The downside of failure wasn’t that bad. Even if you took into consideration all the dynamics involved in the failure, would have banked crucial knowledge of what caused it or what the gaps were. Here are some hints to make safer mistakes.
Scrutinize your assumptions – Our innermost assumptions are the fuel for deliberate mistakes.  What are the rules you follow without thinking? Do you avoid public speaking opportunities or leadership roles? Pick one out and think about something you could do to put it to the test – in which the downside is low and what you will learn is potentially very valuable.  For example, if you tend to avoid public speaking, you could volunteer to do a talk on a favorite subject at your local library or coffee shop, and invite a friendly audience, as opposed to trying a TED talk. This is a process we commonly call ‘breaking the ice’ and it works well.
Be prepared to fail Don’t put too much stake in the outcome. You probably won’t succeed. But as long as the cost is low and you are prepared, it won’t hurt a bit.
Do your best – This is the hard part. When you don’t expect to succeed at something, your self-protective instincts can affect your effort. If you don’t do your best, you effectively guarantee that you won’t succeed – and you give yourself a flawed data set to measure against. But, more importantly, you reduce the lessons you learn even if you fail. So, you must, must, must do your very best to succeed.
Compare reality to assumptions – If you fail, if the mistake proceeds as expected, you will have a list of lessons that you gained from the experience. Which of your assumptions were correct, and which didn’t hold up?  What surprised you? Use this list to plan your next development steps, so that the next time you venture into this experience, you will have a much better chance to succeed.
Deliberate mistakes are an underutilized tool in our personal growth.
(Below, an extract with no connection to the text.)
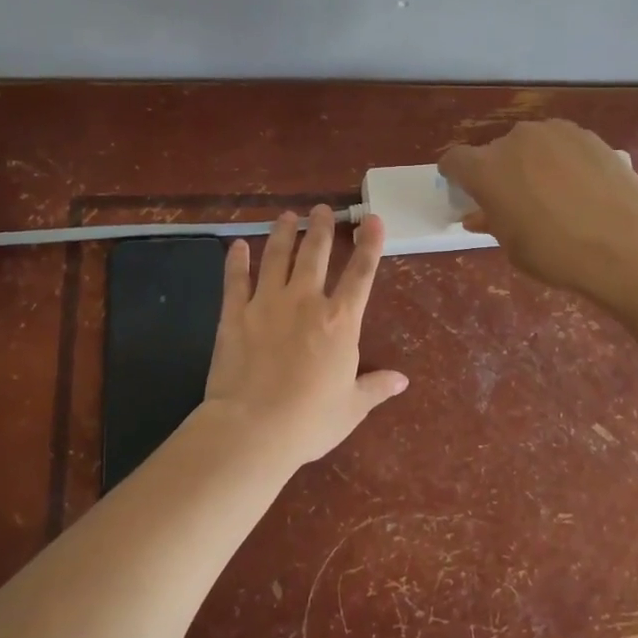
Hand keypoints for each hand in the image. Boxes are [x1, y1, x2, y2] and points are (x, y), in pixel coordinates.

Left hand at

They are not natural and don’t arise by default. But, if approached the right way, they can propel us forward and provide us crucial information to guide our future development. To paraphrase Henry Ford, if you believe you can’t do something, you’re always right.

Monday, December 5, 2016

Only Time will tell - a poem for things of the past -




Only time will tell -

Old things have passed, the world has changed but inside your soul remains steady and the same as it has been for the last few decades. You know who you are and although most people don’t understand you like once before your mind, heart and soul is about to close the door. Your mind has grown, your body has become weary but your heart still beats with the passion that life has given you to enjoy your journey on Earth. Time is not kind but time will surely side with the love you have inside as it whispers the love they have in your ears and make you smile.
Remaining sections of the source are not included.